LO: I love Elizabeth Bennet in Pride & Prejudice; I'm still resentful of the fact that my sister is named after her. I love Matilda in Matilda, Hermione Granger in the Harry Potter series, and Lyra in the His Dark Materials Trilogy. And plenty, plenty more.
- BB: As well as the Delirium trilogy and your debut Before I Fall, you've written two acclaimed books for younger readers, Liesl & Po and The Spindlers. Do you approach writing for younger readers differently than writing for teens, and if so, how?
LO: Not really. Much of writing is unconscious, intuitive, and fluid. When a young narrator starts speaking to me, I try and listen, as I do when an older narrator begins to speak.
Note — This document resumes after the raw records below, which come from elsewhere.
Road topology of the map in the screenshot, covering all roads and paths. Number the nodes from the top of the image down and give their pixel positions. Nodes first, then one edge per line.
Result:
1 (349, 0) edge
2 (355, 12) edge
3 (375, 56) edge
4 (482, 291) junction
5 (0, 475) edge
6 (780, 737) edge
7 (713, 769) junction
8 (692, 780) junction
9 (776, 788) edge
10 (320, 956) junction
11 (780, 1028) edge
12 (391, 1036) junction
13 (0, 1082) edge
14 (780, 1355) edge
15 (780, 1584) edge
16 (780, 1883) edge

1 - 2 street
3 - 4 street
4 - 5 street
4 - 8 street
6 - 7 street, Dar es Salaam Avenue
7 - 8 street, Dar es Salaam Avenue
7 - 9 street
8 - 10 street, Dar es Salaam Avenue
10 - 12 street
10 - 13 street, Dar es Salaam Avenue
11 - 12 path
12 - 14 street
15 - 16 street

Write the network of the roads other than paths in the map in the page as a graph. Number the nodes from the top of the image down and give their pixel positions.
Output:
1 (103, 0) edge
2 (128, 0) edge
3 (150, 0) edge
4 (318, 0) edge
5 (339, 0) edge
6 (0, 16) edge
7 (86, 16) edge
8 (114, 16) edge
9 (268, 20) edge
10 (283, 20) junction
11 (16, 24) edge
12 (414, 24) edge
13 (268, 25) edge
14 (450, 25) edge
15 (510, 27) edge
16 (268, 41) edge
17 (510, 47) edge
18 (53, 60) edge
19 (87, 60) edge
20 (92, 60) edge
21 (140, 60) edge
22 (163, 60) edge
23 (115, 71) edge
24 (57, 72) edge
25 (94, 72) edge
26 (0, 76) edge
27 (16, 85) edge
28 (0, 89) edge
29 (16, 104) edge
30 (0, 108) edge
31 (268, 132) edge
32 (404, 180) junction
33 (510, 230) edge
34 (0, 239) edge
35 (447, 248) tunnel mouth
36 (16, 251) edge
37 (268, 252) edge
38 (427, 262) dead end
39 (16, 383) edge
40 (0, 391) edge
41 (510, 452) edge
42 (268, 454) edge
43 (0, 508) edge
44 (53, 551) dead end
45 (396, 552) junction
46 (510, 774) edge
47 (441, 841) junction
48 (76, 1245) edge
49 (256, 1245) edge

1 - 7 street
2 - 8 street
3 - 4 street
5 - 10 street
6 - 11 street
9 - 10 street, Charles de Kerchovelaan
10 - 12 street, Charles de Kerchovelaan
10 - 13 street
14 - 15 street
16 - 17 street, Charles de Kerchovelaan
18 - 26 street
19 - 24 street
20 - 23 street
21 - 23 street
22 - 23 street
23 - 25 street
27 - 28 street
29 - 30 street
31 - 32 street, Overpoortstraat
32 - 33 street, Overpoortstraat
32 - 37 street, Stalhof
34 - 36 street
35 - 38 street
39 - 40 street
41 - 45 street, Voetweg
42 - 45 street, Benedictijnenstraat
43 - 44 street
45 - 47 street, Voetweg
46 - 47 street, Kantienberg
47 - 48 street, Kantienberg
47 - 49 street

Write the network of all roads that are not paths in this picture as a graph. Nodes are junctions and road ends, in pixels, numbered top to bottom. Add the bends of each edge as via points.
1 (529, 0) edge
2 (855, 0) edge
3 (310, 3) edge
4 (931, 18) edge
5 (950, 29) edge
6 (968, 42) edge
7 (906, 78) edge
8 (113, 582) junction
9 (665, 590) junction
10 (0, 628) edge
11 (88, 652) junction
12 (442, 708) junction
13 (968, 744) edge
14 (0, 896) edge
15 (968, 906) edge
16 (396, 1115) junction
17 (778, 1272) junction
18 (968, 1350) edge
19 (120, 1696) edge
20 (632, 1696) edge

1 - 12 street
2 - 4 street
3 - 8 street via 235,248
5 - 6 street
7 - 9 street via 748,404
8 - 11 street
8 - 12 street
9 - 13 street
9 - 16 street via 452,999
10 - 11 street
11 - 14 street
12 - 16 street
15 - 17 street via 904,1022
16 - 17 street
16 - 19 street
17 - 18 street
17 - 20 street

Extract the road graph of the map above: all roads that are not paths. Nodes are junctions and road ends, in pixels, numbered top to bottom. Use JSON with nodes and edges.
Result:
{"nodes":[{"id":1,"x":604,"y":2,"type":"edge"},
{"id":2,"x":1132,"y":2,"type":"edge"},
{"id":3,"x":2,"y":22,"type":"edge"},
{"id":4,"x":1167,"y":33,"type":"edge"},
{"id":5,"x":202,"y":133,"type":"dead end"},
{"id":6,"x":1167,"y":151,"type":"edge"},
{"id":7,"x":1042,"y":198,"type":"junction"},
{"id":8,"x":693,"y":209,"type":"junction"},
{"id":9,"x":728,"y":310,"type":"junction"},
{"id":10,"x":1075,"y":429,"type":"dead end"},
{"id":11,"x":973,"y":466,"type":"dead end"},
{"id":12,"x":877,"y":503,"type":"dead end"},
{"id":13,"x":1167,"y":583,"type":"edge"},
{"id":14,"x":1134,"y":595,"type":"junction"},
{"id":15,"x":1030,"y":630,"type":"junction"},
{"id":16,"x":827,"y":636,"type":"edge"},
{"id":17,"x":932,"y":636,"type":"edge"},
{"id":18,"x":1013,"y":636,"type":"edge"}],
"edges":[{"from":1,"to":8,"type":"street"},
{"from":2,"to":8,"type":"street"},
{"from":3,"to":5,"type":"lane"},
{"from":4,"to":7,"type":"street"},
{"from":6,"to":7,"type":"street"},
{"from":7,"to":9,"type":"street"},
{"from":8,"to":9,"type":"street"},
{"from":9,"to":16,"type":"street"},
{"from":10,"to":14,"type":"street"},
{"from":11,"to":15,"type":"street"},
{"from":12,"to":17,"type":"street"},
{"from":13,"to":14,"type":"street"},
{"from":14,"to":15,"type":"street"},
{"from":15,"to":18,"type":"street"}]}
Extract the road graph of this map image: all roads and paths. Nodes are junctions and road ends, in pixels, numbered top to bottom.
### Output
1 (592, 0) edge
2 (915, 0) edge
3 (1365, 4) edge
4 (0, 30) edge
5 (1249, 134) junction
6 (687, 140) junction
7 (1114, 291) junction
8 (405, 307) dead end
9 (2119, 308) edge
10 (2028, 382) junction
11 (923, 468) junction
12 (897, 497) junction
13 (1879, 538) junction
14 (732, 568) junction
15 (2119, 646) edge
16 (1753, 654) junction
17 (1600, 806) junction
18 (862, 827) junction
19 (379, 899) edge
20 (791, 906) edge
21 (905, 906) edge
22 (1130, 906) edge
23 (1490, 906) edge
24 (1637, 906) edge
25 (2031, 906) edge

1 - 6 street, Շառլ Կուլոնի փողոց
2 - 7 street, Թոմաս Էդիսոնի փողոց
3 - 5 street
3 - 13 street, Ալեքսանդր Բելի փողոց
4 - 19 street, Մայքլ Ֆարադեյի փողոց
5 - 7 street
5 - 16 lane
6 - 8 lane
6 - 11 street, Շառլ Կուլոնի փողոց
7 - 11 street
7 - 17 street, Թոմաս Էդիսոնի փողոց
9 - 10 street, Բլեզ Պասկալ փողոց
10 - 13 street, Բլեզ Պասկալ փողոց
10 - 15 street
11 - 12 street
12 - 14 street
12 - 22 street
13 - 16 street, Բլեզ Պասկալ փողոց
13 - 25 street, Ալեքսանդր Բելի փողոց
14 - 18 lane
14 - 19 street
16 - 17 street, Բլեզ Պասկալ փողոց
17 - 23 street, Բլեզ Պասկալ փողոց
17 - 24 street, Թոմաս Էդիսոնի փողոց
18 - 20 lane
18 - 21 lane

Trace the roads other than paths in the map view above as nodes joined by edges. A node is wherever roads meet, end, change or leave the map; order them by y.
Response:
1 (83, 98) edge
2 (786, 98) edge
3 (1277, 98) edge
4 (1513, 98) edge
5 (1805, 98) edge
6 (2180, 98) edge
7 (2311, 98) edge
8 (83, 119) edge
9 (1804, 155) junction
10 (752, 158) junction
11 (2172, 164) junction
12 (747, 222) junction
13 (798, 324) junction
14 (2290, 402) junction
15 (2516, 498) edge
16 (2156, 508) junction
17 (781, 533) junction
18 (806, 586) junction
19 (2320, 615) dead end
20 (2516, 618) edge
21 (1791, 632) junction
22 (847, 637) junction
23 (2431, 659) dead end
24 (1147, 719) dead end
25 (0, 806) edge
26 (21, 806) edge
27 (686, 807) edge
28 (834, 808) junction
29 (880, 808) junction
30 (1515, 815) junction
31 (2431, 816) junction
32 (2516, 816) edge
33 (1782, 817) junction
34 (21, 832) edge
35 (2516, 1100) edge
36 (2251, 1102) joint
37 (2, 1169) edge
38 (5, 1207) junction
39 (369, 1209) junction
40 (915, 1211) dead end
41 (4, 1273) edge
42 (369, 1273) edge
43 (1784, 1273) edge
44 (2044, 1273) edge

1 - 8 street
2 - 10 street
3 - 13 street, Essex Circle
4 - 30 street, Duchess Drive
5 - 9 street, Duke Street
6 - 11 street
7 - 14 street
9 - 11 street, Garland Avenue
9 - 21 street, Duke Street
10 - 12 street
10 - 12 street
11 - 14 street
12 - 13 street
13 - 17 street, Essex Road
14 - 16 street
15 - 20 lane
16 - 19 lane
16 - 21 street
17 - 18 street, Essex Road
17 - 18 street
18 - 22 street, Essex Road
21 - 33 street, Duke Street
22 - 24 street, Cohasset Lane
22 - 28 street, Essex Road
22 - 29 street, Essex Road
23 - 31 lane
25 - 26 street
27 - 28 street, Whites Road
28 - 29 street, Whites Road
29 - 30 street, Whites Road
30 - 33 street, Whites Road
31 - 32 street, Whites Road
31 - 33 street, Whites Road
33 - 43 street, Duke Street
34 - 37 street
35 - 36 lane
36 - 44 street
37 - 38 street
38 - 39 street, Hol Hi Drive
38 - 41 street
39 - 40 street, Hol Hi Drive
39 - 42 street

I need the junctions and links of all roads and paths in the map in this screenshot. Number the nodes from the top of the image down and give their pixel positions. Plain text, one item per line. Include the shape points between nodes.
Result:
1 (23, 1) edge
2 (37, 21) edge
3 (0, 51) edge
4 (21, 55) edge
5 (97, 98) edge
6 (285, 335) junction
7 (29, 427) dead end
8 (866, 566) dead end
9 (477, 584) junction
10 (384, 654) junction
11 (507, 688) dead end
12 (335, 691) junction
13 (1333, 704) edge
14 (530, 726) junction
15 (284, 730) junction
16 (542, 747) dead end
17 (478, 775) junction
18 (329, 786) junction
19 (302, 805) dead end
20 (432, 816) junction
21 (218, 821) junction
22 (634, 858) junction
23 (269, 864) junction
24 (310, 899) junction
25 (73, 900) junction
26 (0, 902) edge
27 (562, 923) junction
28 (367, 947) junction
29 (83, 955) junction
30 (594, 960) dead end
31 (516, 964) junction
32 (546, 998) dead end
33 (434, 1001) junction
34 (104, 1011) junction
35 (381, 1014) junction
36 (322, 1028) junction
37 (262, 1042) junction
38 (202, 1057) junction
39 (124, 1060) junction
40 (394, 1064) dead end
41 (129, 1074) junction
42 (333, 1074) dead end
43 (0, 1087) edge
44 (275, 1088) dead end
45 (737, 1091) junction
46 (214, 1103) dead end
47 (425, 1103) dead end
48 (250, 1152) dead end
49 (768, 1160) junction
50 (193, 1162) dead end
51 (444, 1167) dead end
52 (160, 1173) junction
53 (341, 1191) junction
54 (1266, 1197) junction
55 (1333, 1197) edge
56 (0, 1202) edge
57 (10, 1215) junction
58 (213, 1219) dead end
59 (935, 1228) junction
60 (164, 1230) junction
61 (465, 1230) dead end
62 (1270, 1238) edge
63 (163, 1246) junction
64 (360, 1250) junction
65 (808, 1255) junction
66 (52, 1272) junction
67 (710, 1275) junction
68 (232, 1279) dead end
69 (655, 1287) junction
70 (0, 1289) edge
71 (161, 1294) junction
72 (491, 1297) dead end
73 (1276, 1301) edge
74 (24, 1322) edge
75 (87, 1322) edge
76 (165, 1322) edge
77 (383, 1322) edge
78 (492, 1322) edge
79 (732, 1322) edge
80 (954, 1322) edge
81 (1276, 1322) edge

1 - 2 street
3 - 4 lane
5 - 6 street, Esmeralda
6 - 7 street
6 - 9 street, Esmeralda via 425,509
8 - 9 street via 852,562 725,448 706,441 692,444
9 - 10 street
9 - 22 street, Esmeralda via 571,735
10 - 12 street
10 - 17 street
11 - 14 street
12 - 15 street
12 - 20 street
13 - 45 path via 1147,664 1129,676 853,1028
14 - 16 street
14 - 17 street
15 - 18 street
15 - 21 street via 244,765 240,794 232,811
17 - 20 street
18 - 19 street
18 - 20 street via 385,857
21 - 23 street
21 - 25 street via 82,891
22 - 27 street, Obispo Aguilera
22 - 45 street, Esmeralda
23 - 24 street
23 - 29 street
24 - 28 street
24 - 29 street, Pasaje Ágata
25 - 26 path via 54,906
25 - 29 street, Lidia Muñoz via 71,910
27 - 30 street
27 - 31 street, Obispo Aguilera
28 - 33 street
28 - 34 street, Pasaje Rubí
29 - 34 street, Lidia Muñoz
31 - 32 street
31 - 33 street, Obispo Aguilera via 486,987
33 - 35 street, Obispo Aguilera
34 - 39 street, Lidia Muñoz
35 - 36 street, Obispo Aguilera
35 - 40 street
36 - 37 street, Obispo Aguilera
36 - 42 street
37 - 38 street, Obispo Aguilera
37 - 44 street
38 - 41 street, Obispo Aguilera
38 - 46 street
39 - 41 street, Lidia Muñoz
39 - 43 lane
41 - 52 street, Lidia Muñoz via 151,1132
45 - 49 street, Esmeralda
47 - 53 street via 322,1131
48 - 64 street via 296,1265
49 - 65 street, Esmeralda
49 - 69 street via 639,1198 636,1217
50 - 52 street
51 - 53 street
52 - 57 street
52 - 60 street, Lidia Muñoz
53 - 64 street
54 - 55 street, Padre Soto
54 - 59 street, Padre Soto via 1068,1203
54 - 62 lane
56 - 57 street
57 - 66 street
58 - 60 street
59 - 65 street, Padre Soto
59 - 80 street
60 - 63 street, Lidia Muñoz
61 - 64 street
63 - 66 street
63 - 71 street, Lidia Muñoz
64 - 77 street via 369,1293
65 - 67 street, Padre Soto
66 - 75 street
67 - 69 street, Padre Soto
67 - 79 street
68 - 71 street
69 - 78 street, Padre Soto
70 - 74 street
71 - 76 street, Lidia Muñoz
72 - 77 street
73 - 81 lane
- BB: As well as writing, you're a co-founder of Paper Lantern Lit, a literary development company. How much day-to-day involvement do you have with Paper Lantern, and what's the best thing about working with authors who write for Paper Lantern?
LO: I'm definitely involved day-to-day; editing and developing stories for Paper Lantern Lit takes up sixty percent of my daily work time at least. And the best part of working with the authors is watching their skill sets grow over time. It's extremely gratifying.
- BB: If you could host a literary dinner party, which six authors or characters would you invite?
LO: That's so hard! I'll pick authors, living and dead: Agatha Christie, Ian McEwan, JK Rowling, Henry James, F. Scott Fitzgerald, and Dr. Seuss.
- BB: I thought the ending to the trilogy was absolutely amazing, but it seems to have split reviewers somewhat so far - many loving it like I did, with others being not so keen. Did you always plan on ending it like that, or did you ever consider tying up more loose ends?
LO: I always intended for the book to end exactly as it did. I don't really think that there are very many loose ends. The Delirium trilogy is simply a window into a world; I like the idea that the world exists beyond what is written on the page.
- BB: A pilot for the Delirium TV series has been announced - I can't wait! How excited are you, and how involved have you been in creating it?
LO: I am extremely excited. I wasn't responsible for the script, and of course generating enough material for a TV series from a 3-book trilogy necessitates a lot of changes. But I'm in touch with the producers, the writer, and even the actors. I'm thrilled.
- BB: You've written several novellas set in the world of Delirium, letting us see other characters as well as Lena and Hana. Can we expect to see some non-Delirium related novellas from you in the future?
LO: It's possible! I loved writing the short story spin-offs; it was such a fun way to explore ancillary characters.
- BB: What are you reading at the moment?
LO: Doll Bones, by Holly Black; the Madman's Daughter, by Megan Shepherd; and Half a Life, by Darin Strauss.
- BB: What's next for Lauren Oliver?
LO: Next up, I have a standalone YA called Panic. It's a realistic book about a very small town and a very dangerous game that is played there every summer.
- BB: Thanks for chatting to us, Lauren!